• _Problem to work on_
Reproduce the data below in full and exclude every picture.

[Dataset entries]
________________
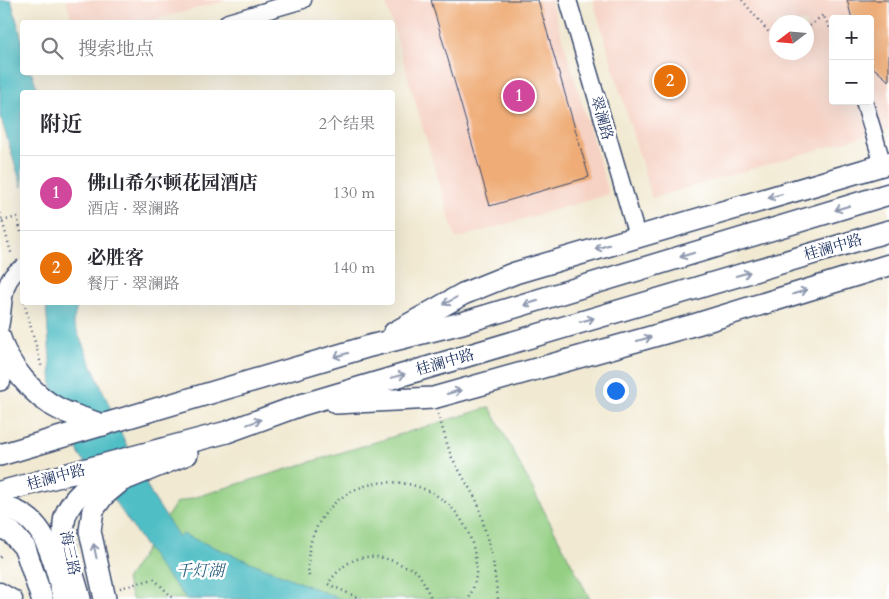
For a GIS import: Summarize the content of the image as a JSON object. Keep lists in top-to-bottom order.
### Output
{
  "streets": {
    "main road": ["桂澜中路", "海三路"],
    "street": ["翠澜路"]
  },
  "crossings": [
    ["桂澜中路", "海三路"]
  ],
  "water": ["千灯湖"],
  "north": "left",
  "page": {
    "map_buttons": ["+", "−"],
    "search": "搜索地点",
    "pins": ["2", "1"],
    "heading": ["附近", "2个结果"],
    "list": [
      {
        "mark": "1",
        "name": "佛山希尔顿花园酒店",
        "note": "酒店 · 翠澜路",
        "value": "130 m"
      },
      {
        "mark": "2",
        "name": "必胜客",
        "note": "餐厅 · 翠澜路",
        "value": "140 m"
      }
    ]
  }
}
________________
• _Output_
For a GIS import: Summarize the content of the image as a JSON object. Keep lists in top-to-bottom order.
### Output
{
  "streets": {
    "main road": ["桂澜中路", "海三路"],
    "street": ["翠澜路"]
  },
  "crossings": [
    ["桂澜中路", "海三路"]
  ],
  "water": ["千灯湖"],
  "north": "left",
  "page": {
    "map_buttons": ["+", "−"],
    "search": "搜索地点",
    "pins": ["2", "1"],
    "heading": ["附近", "2个结果"],
    "list": [
      {
        "mark": "1",
        "name": "佛山希尔顿花园酒店",
        "note": "酒店 · 翠澜路",
        "value": "130 m"
      },
      {
        "mark": "2",
        "name": "必胜客",
        "note": "餐厅 · 翠澜路",
        "value": "140 m"
      }
    ]
  }
}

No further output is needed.